Desakan itu mencuat setelah operasi penertiban tidak menemukan aktivitas maupun alat berat di lokasi yang sebelumnya disebut-sebut aktif.
Ketua Markas Cabang LMP Parimo, Fadli Arifin Azis, menilai kondisi tersebut janggal dan mengindikasikan adanya kebocoran informasi.
“Ini aneh. Sebelumnya ramai aktivitas, tapi saat operasi justru kosong,” kata Fadli kepada wartawan, Sabtu (20/6/2026).
Ia menduga para pelaku sudah lebih dulu mengetahui rencana penertiban sehingga sempat menghilangkan jejak sebelum tim gabungan tiba di lokasi.
Fadli meminta Bupati Parimo tidak hanya melakukan investigasi, tetapi juga mengevaluasi total kinerja Satgas PHL.
“Evaluasi harus menyeluruh. Kalau ada yang tidak bekerja maksimal atau bahkan terlibat, harus ditindak tegas,” ujarnya.
Menurutnya, jika benar ada oknum yang membocorkan informasi, hal itu merupakan bentuk pengkhianatan terhadap kepercayaan publik.
“Kalau ada yang membeking atau membocorkan, itu pengkhianatan. Ini tidak bisa dianggap biasa,” tegasnya.

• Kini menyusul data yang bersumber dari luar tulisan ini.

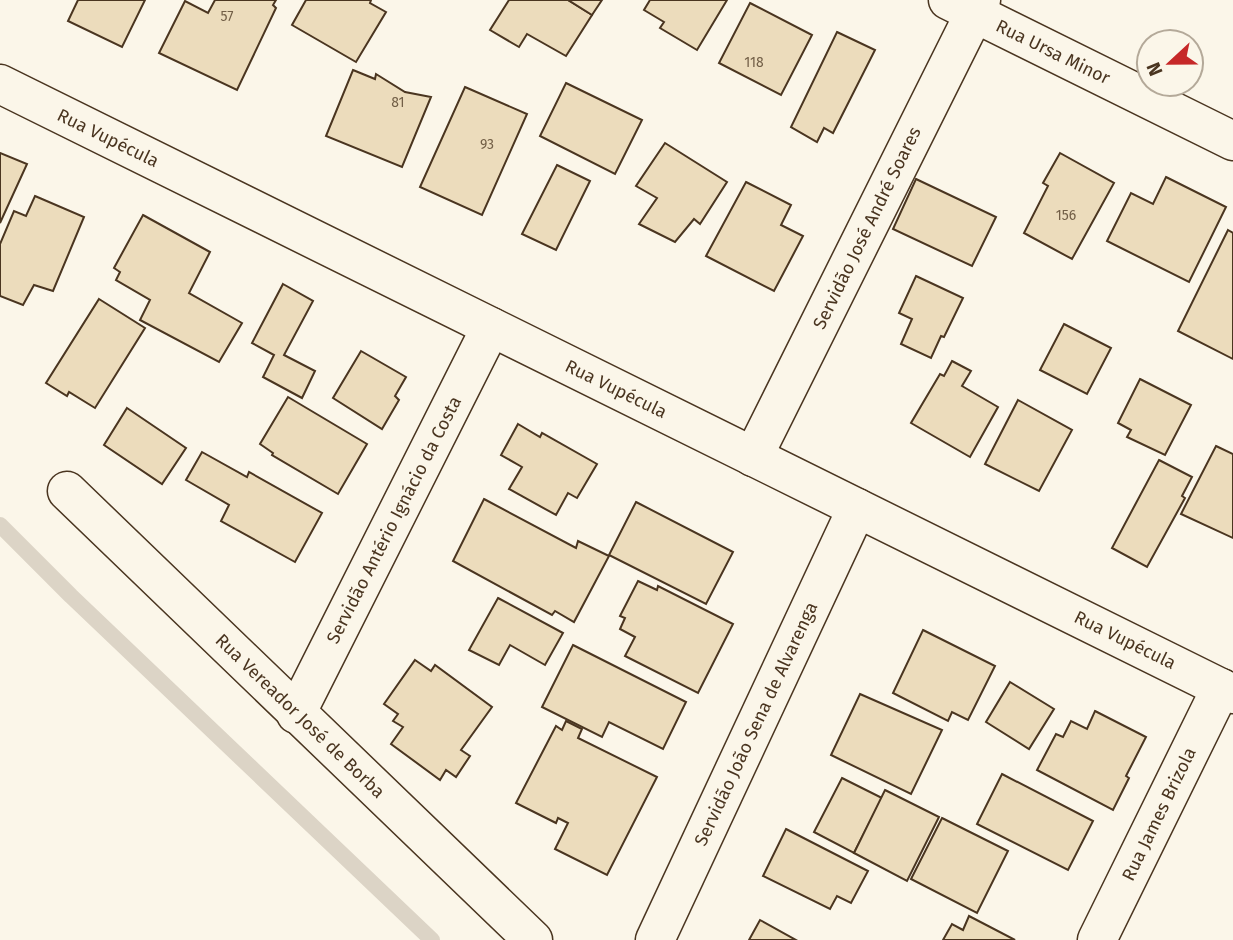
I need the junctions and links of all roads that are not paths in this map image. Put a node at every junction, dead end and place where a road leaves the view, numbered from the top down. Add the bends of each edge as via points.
1 (968, 4) edge
2 (0, 84) edge
3 (1233, 141) edge
4 (491, 327) junction
5 (753, 457) junction
6 (67, 491) dead end
7 (857, 508) junction
8 (1227, 691) edge
9 (296, 714) junction
10 (533, 940) edge
11 (655, 940) edge
12 (1097, 940) edge

1 - 3 street, Rua Ursa Minor
1 - 5 street, Servidão José André Soares
2 - 4 street, Rua Vupécula
4 - 5 street, Rua Vupécula
4 - 9 street, Servidão Antério Ignácio da Costa
5 - 7 street, Rua Vupécula
6 - 9 street, Rua Vereador José de Borba
7 - 8 street, Rua Vupécula
7 - 11 street, Servidão João Sena de Alvarenga
8 - 12 street, Rua James Brizola
9 - 10 street, Rua Vereador José de Borba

LMP juga meminta evaluasi dilakukan secara terbuka dan menyasar seluruh pihak tanpa pandang bulu. Personel yang diragukan integritasnya diminta segera diganti.

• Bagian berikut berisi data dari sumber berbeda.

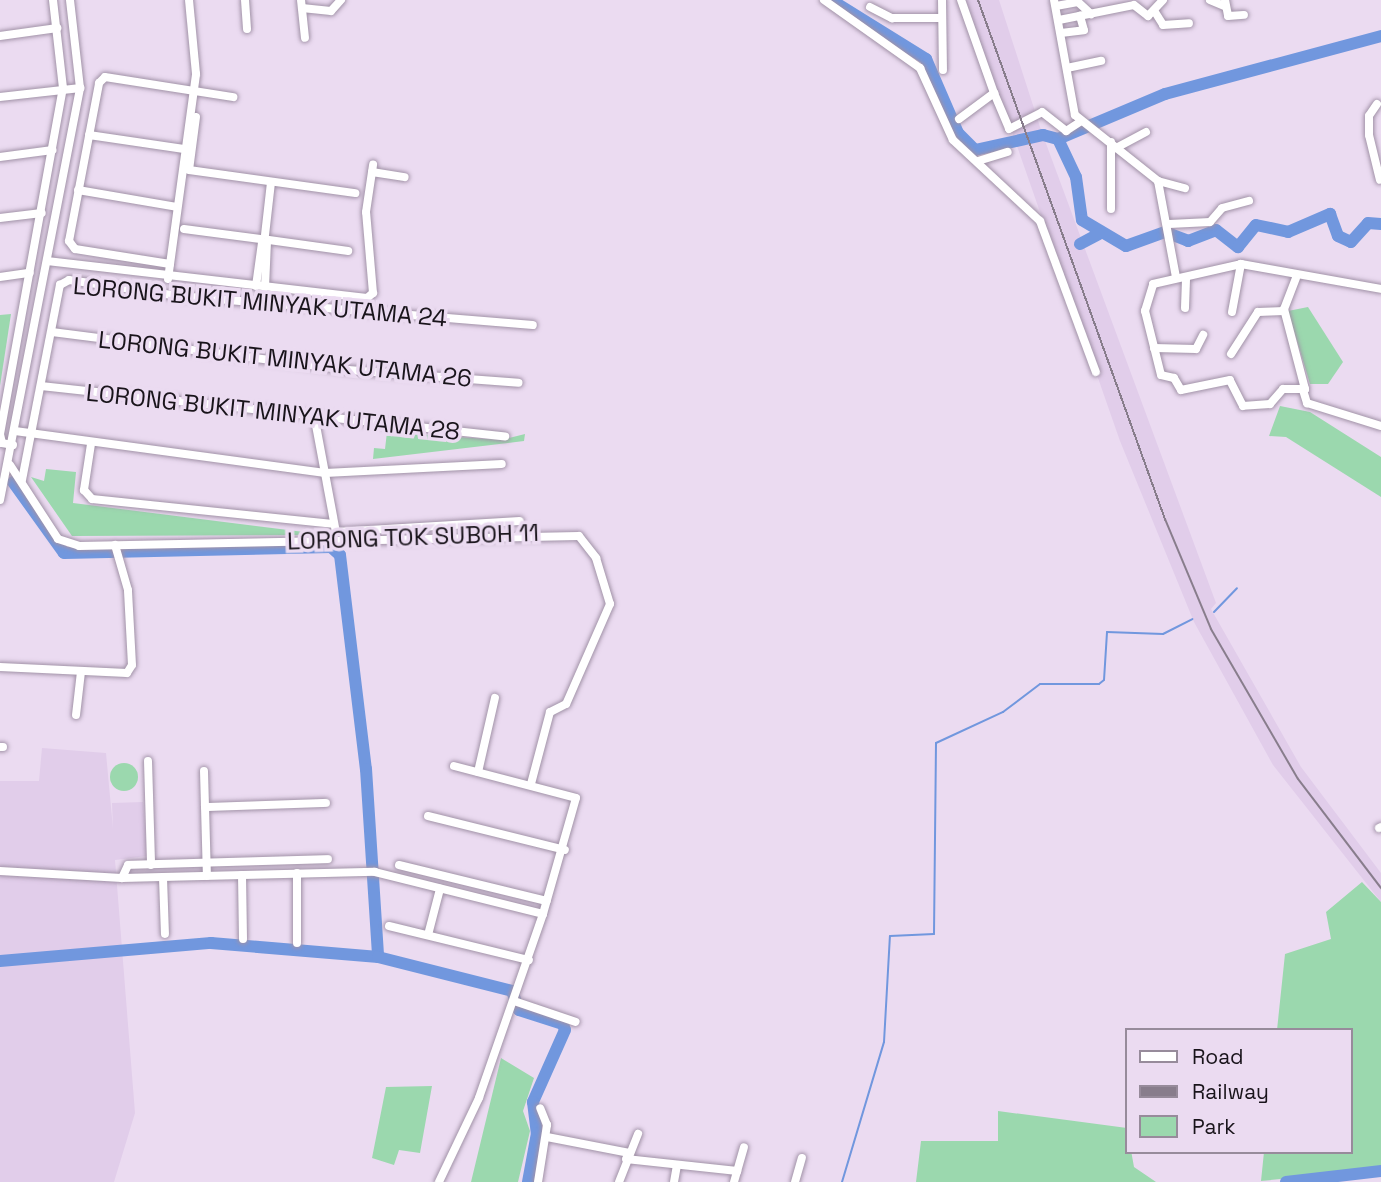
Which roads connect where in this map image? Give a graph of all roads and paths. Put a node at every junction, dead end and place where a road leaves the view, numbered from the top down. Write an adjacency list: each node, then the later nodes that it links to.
1 (53, 0): 22 (street)
2 (70, 0): 30 (street)
3 (189, 0): 32 (street)
4 (245, 0): 23 (street)
5 (341, 0): 13 (street)
6 (824, 0): 47 (street)
7 (942, 0): 19 (street)
8 (961, 0): 33 (street)
9 (1163, 0): 15 (street)
10 (1209, 0): 12 (street)
11 (1055, 3): 16 (street); 20 (street)
12 (1225, 3): 17 (street)
13 (302, 4): 26 (street)
14 (870, 7): 19 (street)
15 (1155, 12): 16 (street); 21 (street)
16 (1091, 13): 18 (street)
17 (1244, 15)
18 (1080, 16): 20 (street); 24 (street)
19 (941, 18): 29 (street)
20 (1059, 20): 24 (street)
21 (1189, 23)
22 (57, 28): 25 (street); 31 (street)
23 (247, 29)
24 (1061, 33): 28 (street)
25 (0, 36)
26 (305, 38)
27 (1101, 61): 28 (street)
28 (1067, 68): 39 (street)
29 (943, 70)
30 (80, 88): 31 (street); 64 (street)
31 (64, 89): 34 (street); 44 (street)
32 (194, 92): 35 (street); 41 (street); 43 (street)
33 (994, 93): 38 (street); 39 (street)
34 (0, 97)
35 (233, 97)
36 (1377, 104): 49 (street)
37 (196, 117): 51 (street)
38 (959, 119)
39 (1081, 122): 42 (street)
40 (1146, 132): 42 (street)
41 (89, 135): 43 (street); 53 (street)
42 (1113, 145): 50 (street); 57 (street)
43 (184, 149): 56 (street)
44 (53, 150): 46 (street); 58 (street)
45 (1008, 152): 47 (street)
46 (0, 157)
47 (978, 161): 84 (street)
48 (405, 177): 73 (street)
49 (1380, 180)
50 (1158, 181): 52 (street); 60 (street)
51 (271, 182): 54 (street); 62 (street)
52 (1185, 188)
53 (78, 190): 56 (street); 65 (street)
54 (355, 193)
55 (1249, 201): 60 (street)
56 (177, 206): 65 (street)
57 (1111, 209)
58 (41, 213): 59 (street); 67 (street)
59 (0, 219)
60 (1170, 225): 69 (street)
61 (184, 229): 62 (street)
62 (265, 240): 63 (street); 73 (street)
63 (348, 251)
64 (47, 261): 72 (street); 90 (street)
65 (170, 264): 72 (street)
66 (1241, 264): 70 (street); 71 (street); 78 (street)
67 (30, 273): 68 (street); 94 (street)
68 (0, 277)
69 (1176, 277): 70 (street); 82 (street)
70 (1186, 277): 76 (street)
71 (1296, 278): 74 (street); 77 (street)
72 (168, 279): 73 (street); 75 (street)
73 (260, 286)
74 (1381, 289)
75 (165, 294): 79 (street, LORONG BUKIT MINYAK UTAMA 24); 80 (street, LORONG BUKIT MINYAK UTAMA 24)
76 (1185, 307)
77 (1284, 311): 83 (street); 87 (street)
78 (1232, 312)
79 (533, 325)
80 (51, 332): 85 (street, LORONG BUKIT MINYAK UTAMA 26); 86 (street, LORONG BUKIT MINYAK UTAMA 24)
81 (1203, 335): 82 (street)
82 (1154, 348): 87 (street)
83 (1231, 354)
84 (1096, 372)
85 (519, 383)
86 (41, 386): 88 (street, LORONG BUKIT MINYAK UTAMA 28); 91 (street, LORONG BUKIT MINYAK UTAMA 24)
87 (1303, 390): 89 (street)
88 (315, 420): 92 (street, LORONG BUKIT MINYAK UTAMA 28); 97 (street)
89 (1381, 426)
90 (15, 431): 91 (street); 94 (street)
91 (31, 434): 93 (street); 98 (street, LORONG BUKIT MINYAK UTAMA 24)
92 (505, 436)
93 (91, 444): 97 (street); 101 (street)
94 (13, 445): 96 (street)
95 (502, 464): 97 (street)
96 (10, 465): 98 (street, LORONG TOK SUBOH 11); 99 (street)
97 (325, 473): 101 (street)
98 (22, 480): 102 (street, LORONG TOK SUBOH 11)
99 (2, 500)
100 (520, 521): 101 (street)
101 (333, 524)
102 (116, 550): 104 (street); 111 (street, LORONG TOK SUBOH 11)
103 (0, 667): 104 (street)
104 (81, 672): 106 (street)
105 (495, 698): 110 (street)
106 (76, 715)
107 (148, 761): 118 (street)
108 (454, 766): 110 (street)
109 (204, 771): 113 (street)
110 (478, 772): 111 (street)
111 (531, 784): 115 (street)
112 (326, 803): 113 (street)
113 (205, 807): 117 (street)
114 (428, 816): 115 (street)
115 (565, 850): 127 (street)
116 (328, 859): 117 (street)
117 (207, 863): 118 (street); 123 (street)
118 (151, 865): 124 (street)
119 (399, 866): 127 (street)
120 (0, 871): 124 (street)
121 (297, 873): 122 (street); 126 (street); 133 (street)
122 (242, 875): 123 (street); 132 (street)
123 (207, 876): 125 (street)
124 (122, 878): 125 (street)
125 (163, 878): 130 (street)
126 (440, 889): 128 (street); 131 (street)
127 (547, 901): 128 (street)
128 (544, 917): 134 (street)
129 (389, 926): 131 (street)
130 (164, 934)
131 (428, 935): 134 (street)
132 (243, 939)
133 (297, 943)
134 (529, 960): 135 (street)
135 (513, 1004): 136 (street); 146 (street)
136 (576, 1022)
137 (540, 1108): 139 (street)
138 (638, 1134): 141 (street)
139 (547, 1136): 141 (street); 145 (street)
140 (744, 1147): 144 (street)
141 (628, 1156): 143 (street); 148 (street)
142 (802, 1158): 151 (street)
143 (677, 1165): 144 (street); 149 (street)
144 (737, 1171): 150 (street)
145 (539, 1180): 147 (street)
146 (439, 1182)
147 (549, 1182)
148 (619, 1182)
149 (674, 1182)
150 (734, 1182)
151 (794, 1182)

Fadli menilai persoalan aktivitas pertambagan emas tanpa izin (Peti) tidak hanya soal pelaku di lapangan, tetapi juga dugaan adanya pihak yang memberi perlindungan dari dalam.

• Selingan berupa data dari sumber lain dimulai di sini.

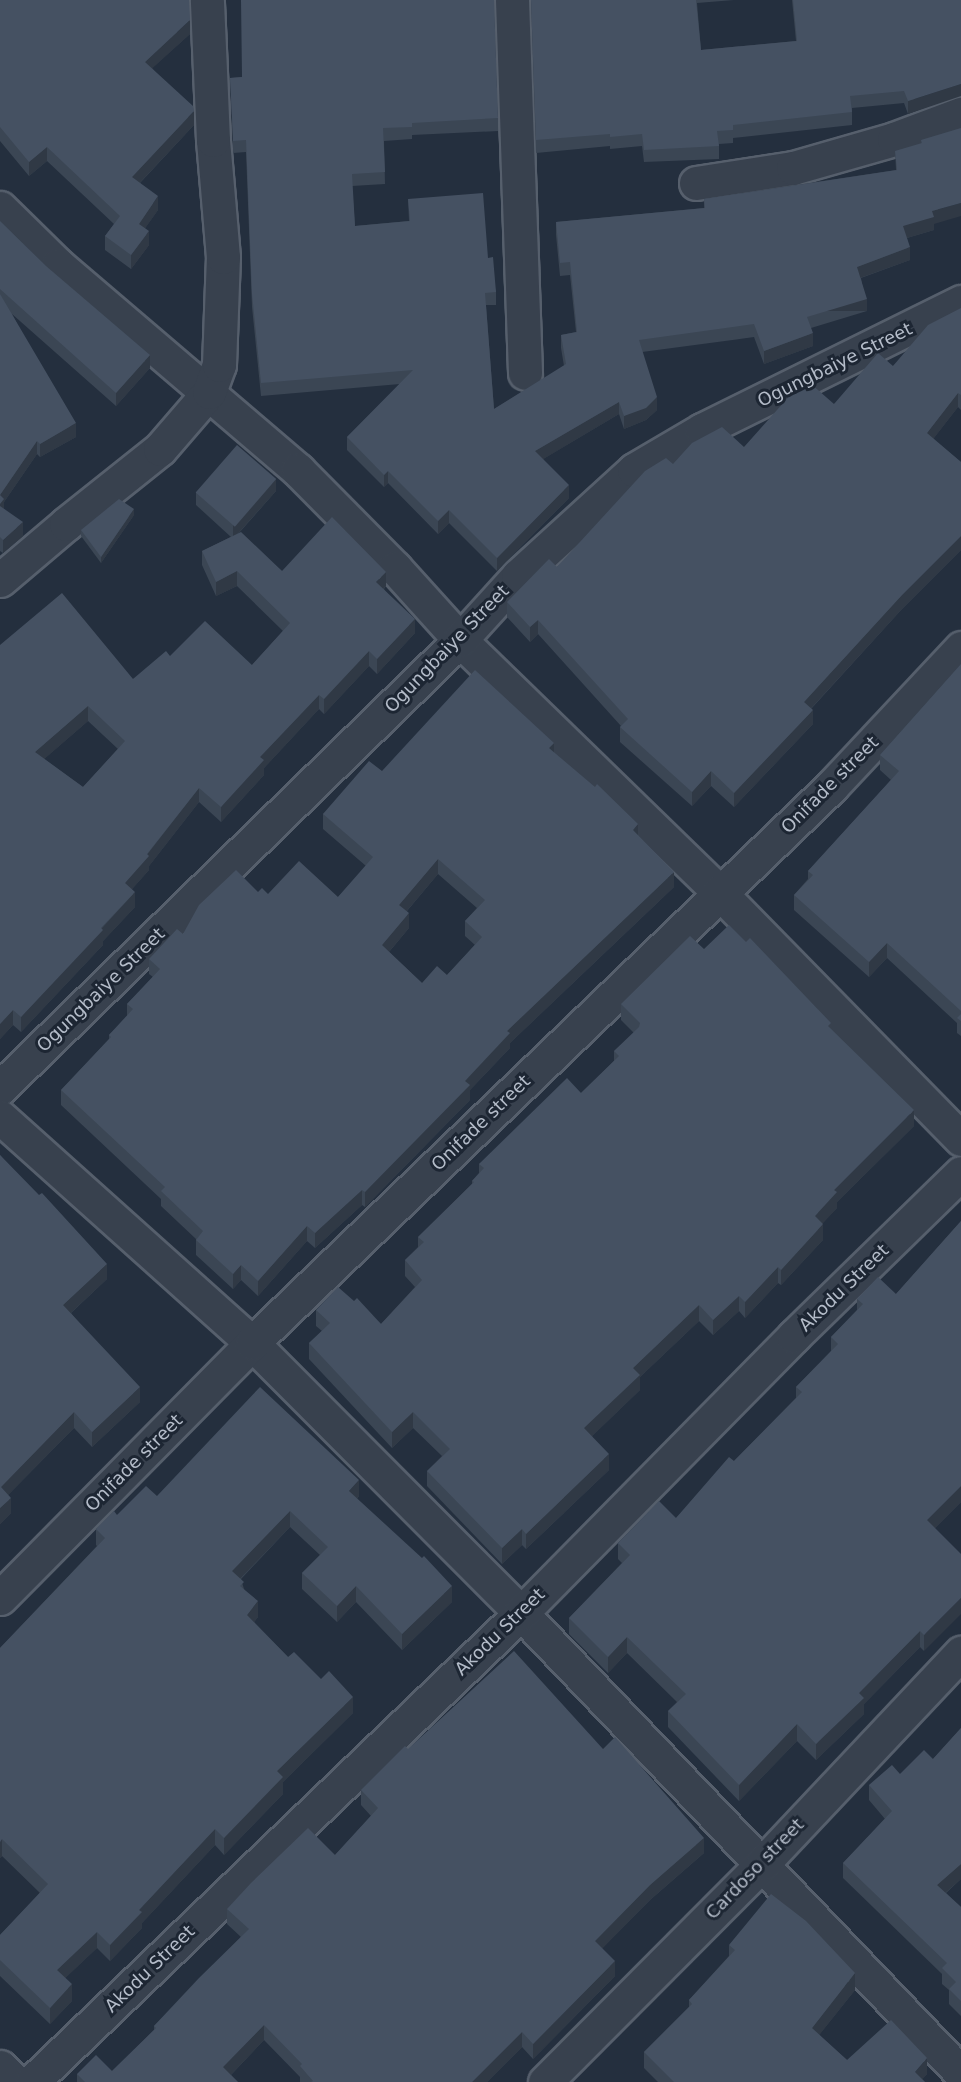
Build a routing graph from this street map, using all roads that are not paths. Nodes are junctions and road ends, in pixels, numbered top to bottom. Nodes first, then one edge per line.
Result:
1 (207, 0) edge
2 (512, 0) edge
3 (961, 114) edge
4 (696, 183) dead end
5 (0, 208) edge
6 (961, 302) edge
7 (525, 373) dead end
8 (209, 392) junction
9 (0, 580) edge
10 (460, 640) junction
11 (961, 648) edge
12 (720, 893) junction
13 (0, 1088) edge
14 (0, 1117) edge
15 (961, 1139) edge
16 (961, 1173) edge
17 (252, 1343) junction
18 (0, 1598) edge
19 (521, 1613) junction
20 (961, 1653) edge
21 (763, 1863) junction
22 (0, 2067) edge
23 (961, 2073) edge
24 (15, 2082) edge
25 (32, 2082) edge
26 (545, 2082) edge

1 - 8 street
2 - 7 street
3 - 4 street
5 - 8 street
6 - 10 street, Ogungbaiye Street
8 - 9 street
8 - 10 street
10 - 12 street
10 - 13 street, Ogungbaiye Street
11 - 12 street, Onifade street
12 - 15 street
12 - 17 street, Onifade street
14 - 17 street
16 - 19 street, Akodu Street
17 - 18 street, Onifade street
17 - 19 street
19 - 21 street
19 - 25 street, Akodu Street
20 - 21 street, Cardoso street
21 - 23 street
21 - 26 street, Cardoso street
22 - 24 street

“Kalau ini tidak dibongkar, operasi hanya buang-buang anggaran,” katanya.
LMP menegaskan pemberantasan kejahatan lingkungan harus dimulai dari pembenahan internal. Mereka mendesak Bupati Parimo bersikap tegas terhadap oknum yang terbukti menyalahgunakan kewenangan.
“Bupati harus tegas. Copot dan beri efek jera,” pungkasnya.